I am a little confused how to predict the ions for these two problems.
2A.9 Which M^2+ ions (M=metal) are predicted to have the following ground-state electron configurations: (a) [Ar]3d7 (b) [Ar]3d6
2A.11 Which M^3+ ions (M=metal) are predicted to have the following ground-state electron configurations: (a) [Ar]3d6 (b) [Ar]3d5

Jessica Castro 2H
Posts: 60
Joined: Fri Sep 28, 2018 12:29 am

### Re: 7th edition 2A.9 and 2A.11

All this question is asking is which atom (of ^+2, which will make it an ion-cation) has the given configuration? However, remember: each orbital contains a pair of (2)electrons, so if the ion contains a charge greater than 2 (i.e. +3 charge), it will likely be referring to the atom in the next orbital.

Hope this helps!

ryanhon2H
Posts: 60
Joined: Fri Sep 28, 2018 12:28 am

### Re: 7th edition 2A.9 and 2A.11

One way to figure the questions out is to just add up the number of electrons.

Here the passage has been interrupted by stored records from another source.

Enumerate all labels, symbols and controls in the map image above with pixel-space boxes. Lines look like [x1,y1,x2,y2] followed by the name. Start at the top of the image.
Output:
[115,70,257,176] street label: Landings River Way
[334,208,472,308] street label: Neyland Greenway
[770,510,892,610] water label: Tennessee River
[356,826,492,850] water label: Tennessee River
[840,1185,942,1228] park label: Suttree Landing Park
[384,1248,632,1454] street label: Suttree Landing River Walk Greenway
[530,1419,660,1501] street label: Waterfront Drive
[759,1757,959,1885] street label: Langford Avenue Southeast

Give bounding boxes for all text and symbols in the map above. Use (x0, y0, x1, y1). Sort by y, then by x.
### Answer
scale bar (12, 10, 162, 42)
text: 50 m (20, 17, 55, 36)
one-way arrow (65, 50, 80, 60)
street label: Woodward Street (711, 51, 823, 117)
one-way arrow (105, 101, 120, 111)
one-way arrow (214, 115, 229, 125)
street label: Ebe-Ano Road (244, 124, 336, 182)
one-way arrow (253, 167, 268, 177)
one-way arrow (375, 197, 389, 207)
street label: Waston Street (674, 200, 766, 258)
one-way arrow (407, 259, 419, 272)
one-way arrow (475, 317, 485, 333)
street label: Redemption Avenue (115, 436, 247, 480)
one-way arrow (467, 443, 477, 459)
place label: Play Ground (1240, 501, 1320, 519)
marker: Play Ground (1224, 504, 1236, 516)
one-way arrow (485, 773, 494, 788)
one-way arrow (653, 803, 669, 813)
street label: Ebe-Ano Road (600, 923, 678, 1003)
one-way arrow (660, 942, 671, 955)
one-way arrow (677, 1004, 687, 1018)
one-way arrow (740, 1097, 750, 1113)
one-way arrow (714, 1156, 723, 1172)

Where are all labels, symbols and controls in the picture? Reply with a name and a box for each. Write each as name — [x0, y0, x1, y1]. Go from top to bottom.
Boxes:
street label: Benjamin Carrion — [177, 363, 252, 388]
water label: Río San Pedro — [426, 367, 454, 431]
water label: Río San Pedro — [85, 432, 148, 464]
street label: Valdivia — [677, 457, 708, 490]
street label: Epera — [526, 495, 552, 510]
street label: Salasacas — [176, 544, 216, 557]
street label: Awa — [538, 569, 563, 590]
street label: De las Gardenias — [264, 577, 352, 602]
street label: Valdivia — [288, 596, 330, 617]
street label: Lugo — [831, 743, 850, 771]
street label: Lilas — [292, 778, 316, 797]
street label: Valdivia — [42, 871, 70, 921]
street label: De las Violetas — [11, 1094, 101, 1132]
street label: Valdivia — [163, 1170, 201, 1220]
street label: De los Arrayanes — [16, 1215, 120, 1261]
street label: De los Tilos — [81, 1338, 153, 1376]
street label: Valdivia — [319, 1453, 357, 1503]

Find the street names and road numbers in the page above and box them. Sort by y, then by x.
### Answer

For example, 2A.9 a) is [Ar]3d7. Ar has 18 electrons, plus the 7 given in 3d7, for a total of 25 electrons. The question tells you that it is a +2 charge ion, which means the neutral atom lost 2 electrons. 25 electrons is the number of electrons for the ion, so just add 2 to 25 to get 27 for the neutral atom. Since a neutral atom has the same atomic number as the number of electrons, you know the element is atomic number 27, which is Cobalt, so the answer is Co^2+.

You can do these for the rest of the questions.